Record set
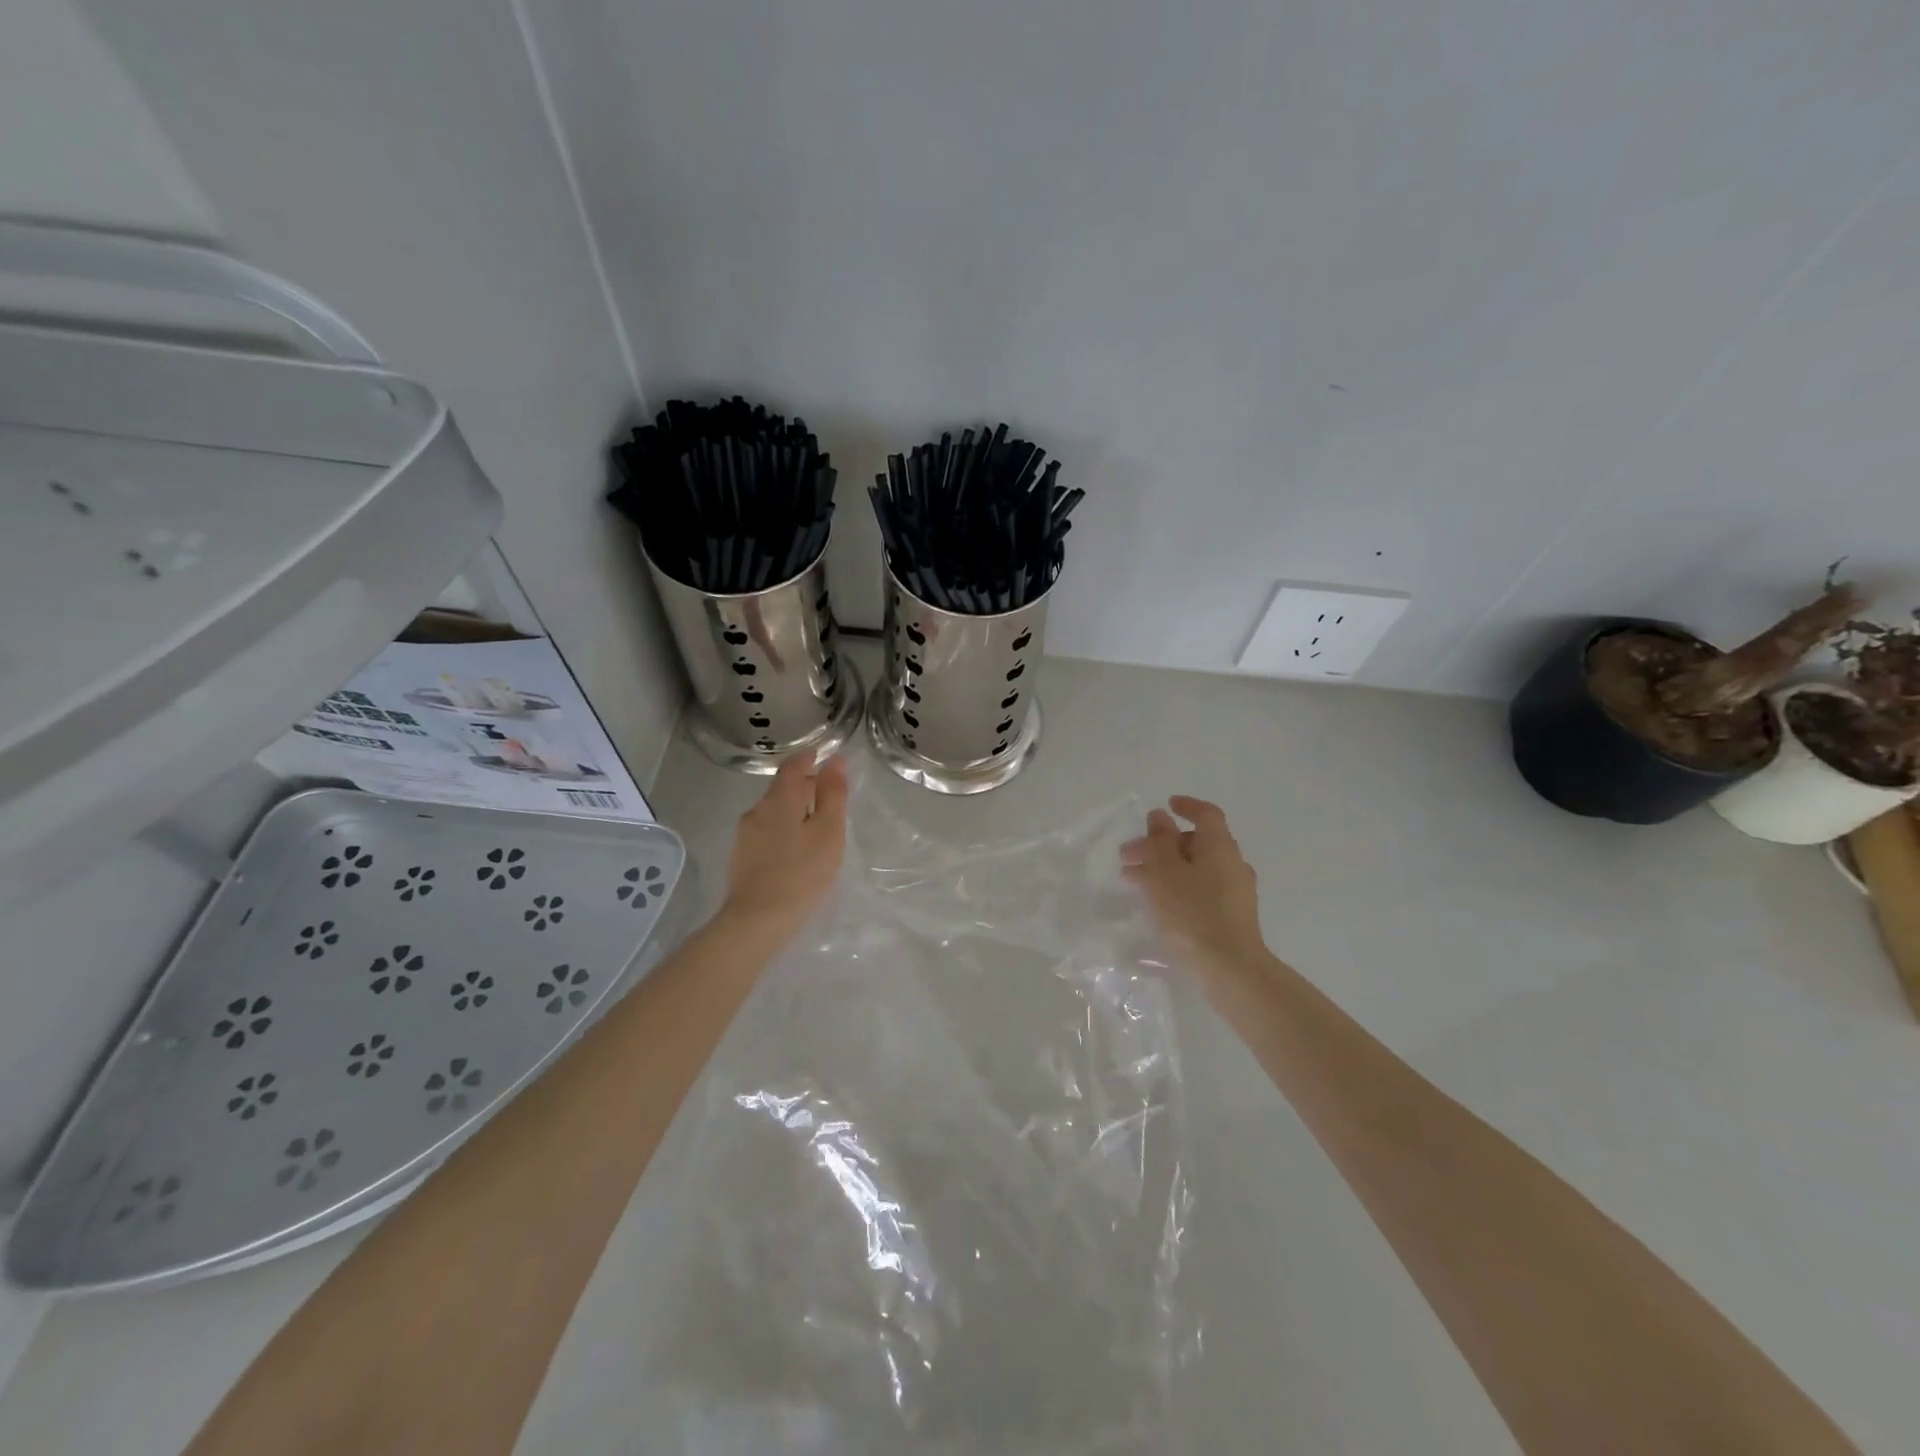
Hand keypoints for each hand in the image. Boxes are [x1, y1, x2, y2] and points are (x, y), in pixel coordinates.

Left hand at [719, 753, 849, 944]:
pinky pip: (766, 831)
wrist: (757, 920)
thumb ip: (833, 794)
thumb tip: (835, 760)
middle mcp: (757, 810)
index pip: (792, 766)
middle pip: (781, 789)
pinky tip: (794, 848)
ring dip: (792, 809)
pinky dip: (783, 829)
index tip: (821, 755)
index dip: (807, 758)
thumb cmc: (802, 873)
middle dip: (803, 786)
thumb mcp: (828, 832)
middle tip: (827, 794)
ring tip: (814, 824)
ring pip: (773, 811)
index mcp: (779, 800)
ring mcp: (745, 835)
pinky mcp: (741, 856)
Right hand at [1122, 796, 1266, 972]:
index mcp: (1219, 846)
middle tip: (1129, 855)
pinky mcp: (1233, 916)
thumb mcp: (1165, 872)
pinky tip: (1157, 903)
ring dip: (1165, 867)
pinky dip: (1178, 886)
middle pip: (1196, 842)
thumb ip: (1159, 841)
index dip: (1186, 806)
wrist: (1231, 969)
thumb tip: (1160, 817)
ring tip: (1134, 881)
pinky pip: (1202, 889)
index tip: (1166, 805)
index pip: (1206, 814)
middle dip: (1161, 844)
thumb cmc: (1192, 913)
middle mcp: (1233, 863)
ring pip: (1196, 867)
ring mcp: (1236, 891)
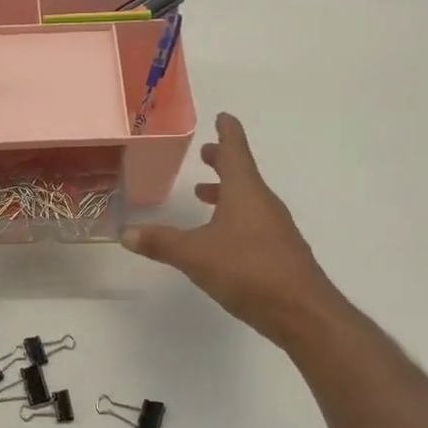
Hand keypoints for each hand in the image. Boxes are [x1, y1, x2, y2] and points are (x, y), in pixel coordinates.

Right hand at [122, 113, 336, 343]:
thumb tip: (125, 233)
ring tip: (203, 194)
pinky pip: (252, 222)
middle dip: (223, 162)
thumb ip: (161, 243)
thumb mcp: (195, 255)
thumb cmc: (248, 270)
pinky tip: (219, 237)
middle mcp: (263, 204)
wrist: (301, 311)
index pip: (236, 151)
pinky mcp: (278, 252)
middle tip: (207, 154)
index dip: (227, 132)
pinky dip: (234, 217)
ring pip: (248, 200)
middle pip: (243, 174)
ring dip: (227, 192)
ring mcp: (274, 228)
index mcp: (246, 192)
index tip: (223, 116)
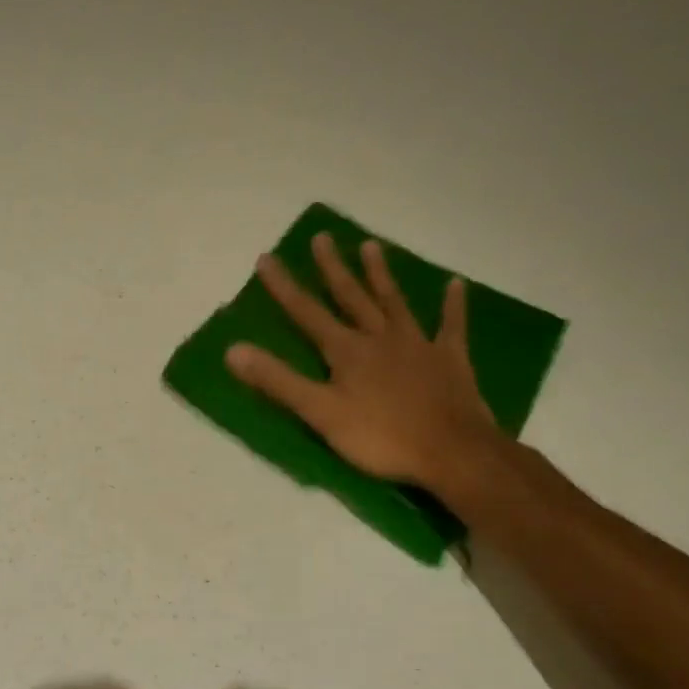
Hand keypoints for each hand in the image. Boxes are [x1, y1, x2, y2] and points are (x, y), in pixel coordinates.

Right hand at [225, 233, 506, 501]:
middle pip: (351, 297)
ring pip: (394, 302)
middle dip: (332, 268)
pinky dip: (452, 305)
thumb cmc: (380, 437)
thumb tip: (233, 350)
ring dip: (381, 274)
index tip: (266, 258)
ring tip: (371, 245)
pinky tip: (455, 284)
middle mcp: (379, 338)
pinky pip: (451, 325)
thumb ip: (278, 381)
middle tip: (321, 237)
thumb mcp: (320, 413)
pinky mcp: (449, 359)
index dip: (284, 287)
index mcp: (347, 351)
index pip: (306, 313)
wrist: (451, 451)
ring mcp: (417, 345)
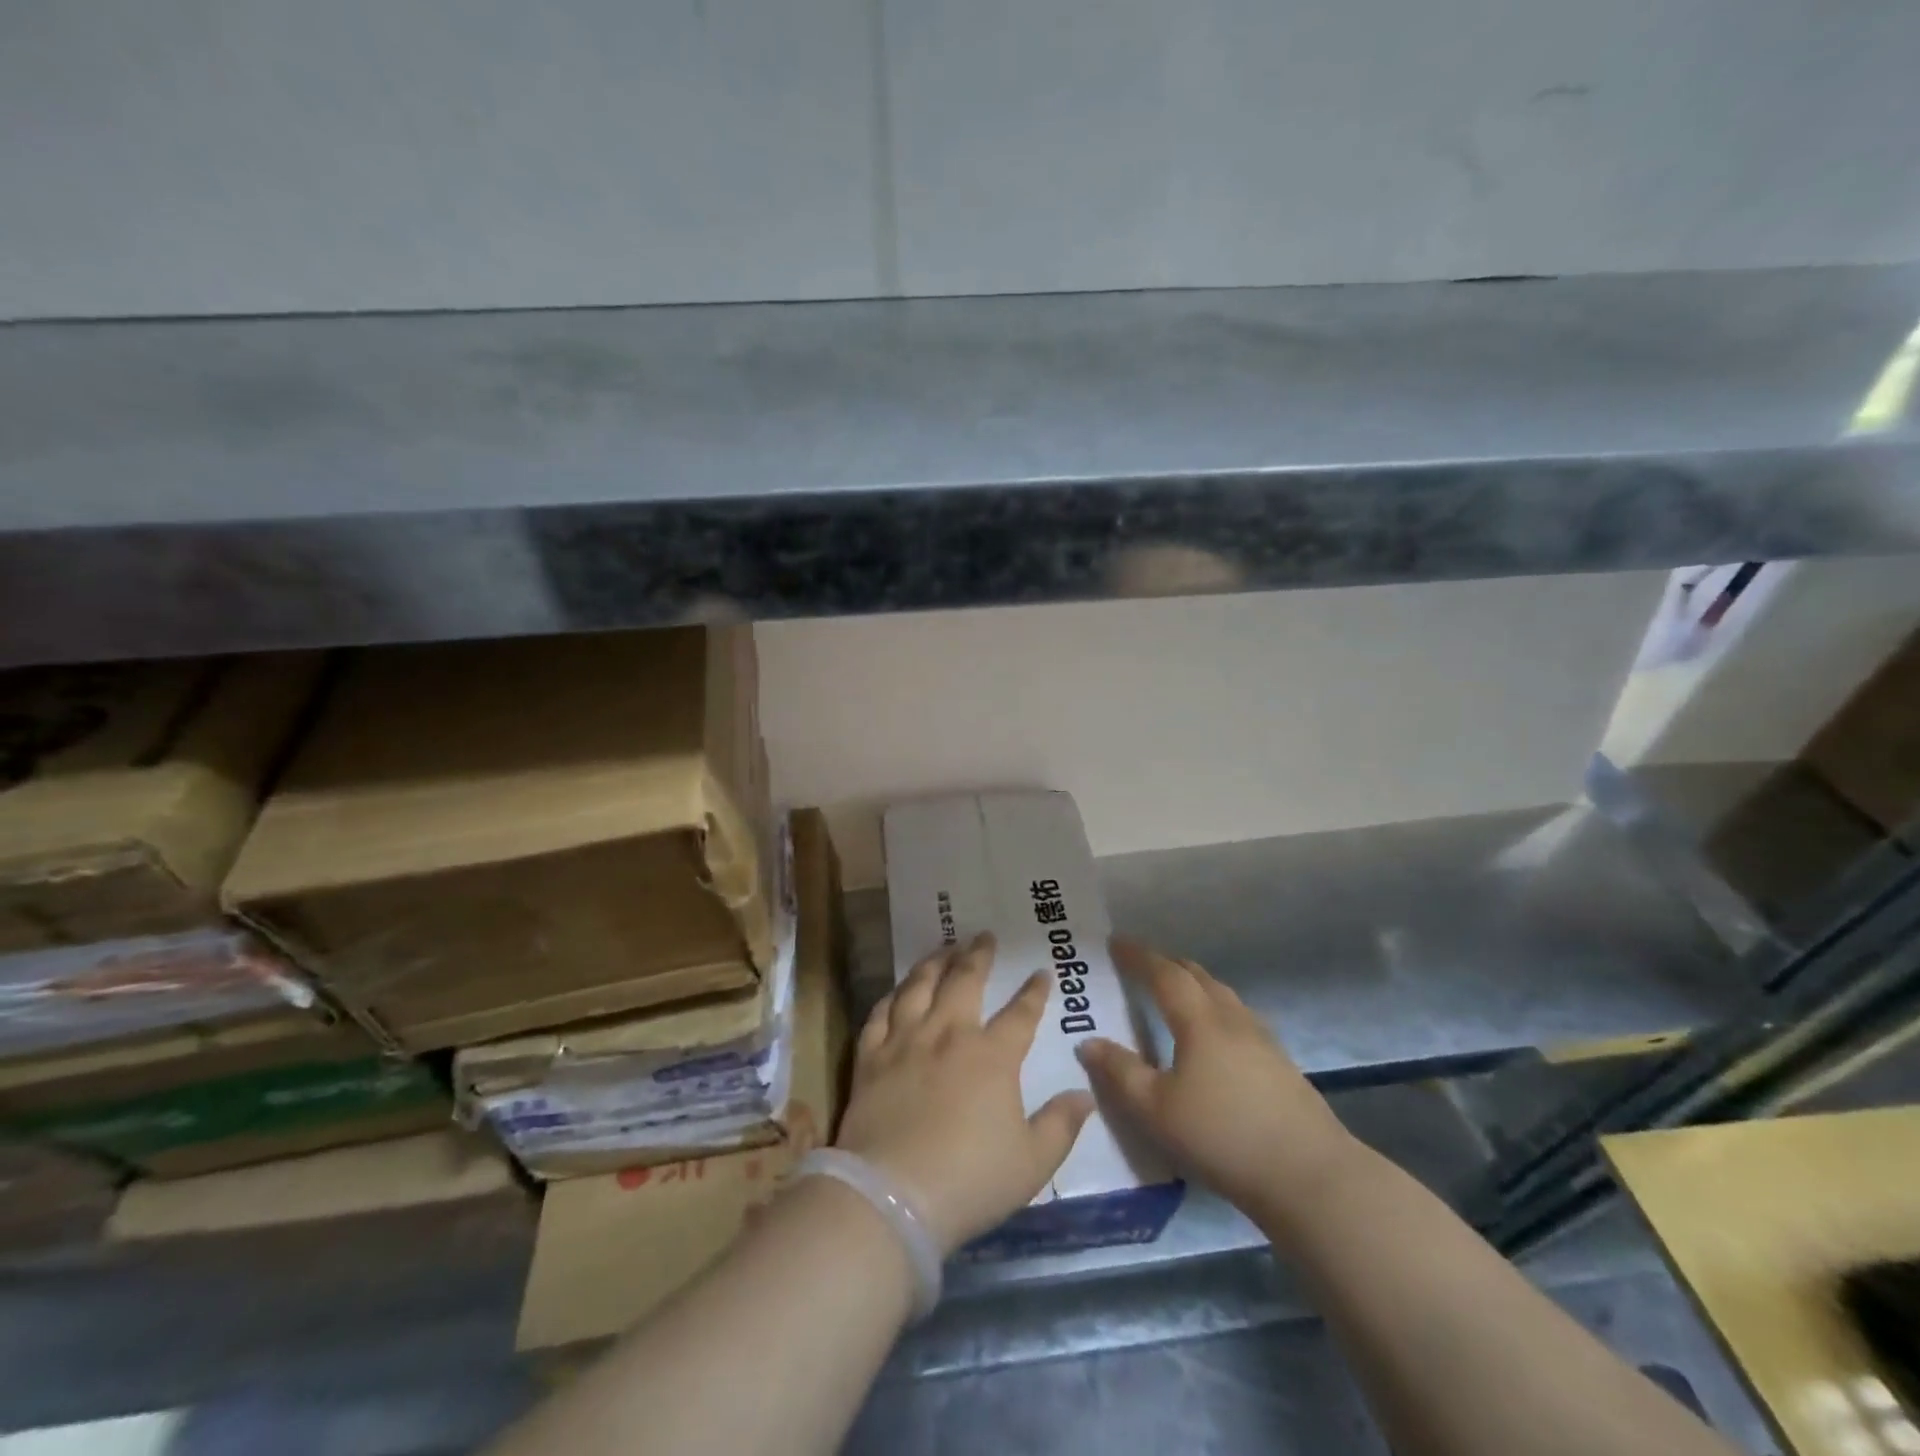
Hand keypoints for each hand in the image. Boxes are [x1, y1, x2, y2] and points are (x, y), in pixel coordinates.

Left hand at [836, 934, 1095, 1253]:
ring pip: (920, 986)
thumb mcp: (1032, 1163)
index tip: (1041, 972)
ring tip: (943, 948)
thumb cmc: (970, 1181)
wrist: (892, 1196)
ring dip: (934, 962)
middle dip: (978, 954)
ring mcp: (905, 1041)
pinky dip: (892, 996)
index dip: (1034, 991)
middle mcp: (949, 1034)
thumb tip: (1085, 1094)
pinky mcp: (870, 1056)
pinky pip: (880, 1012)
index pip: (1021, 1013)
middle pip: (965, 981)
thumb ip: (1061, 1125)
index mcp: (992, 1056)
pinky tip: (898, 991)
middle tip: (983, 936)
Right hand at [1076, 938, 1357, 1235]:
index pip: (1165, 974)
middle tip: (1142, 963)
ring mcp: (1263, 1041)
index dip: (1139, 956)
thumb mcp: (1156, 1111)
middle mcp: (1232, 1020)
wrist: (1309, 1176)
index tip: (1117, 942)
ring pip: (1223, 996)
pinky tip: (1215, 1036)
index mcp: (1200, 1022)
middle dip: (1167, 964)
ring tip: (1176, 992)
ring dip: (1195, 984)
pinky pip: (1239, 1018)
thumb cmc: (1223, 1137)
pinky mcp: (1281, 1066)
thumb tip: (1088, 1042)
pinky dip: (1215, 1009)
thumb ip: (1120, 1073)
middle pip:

Exercise instructions
All that belongs in your answer is the stretch of entries above from the line with "thumb mcp: (1032, 1163)" through the line with "ring mcp: (1263, 1041)", printed exactly.

Worked solution
thumb mcp: (1032, 1163)
index tip: (1041, 972)
ring tip: (943, 948)
thumb cmc: (970, 1181)
wrist: (892, 1196)
ring dip: (934, 962)
middle dip: (978, 954)
ring mcp: (905, 1041)
pinky dip: (892, 996)
index dip: (1034, 991)
middle mcp: (949, 1034)
thumb tip: (1085, 1094)
pinky mcp: (870, 1056)
pinky pip: (880, 1012)
index pip: (1021, 1013)
middle pip: (965, 981)
thumb ip: (1061, 1125)
index mcp: (992, 1056)
pinky tip: (898, 991)
middle tip: (983, 936)
Right hand at [1076, 938, 1357, 1235]:
index pip: (1165, 974)
middle tip: (1142, 963)
ring mcp: (1263, 1041)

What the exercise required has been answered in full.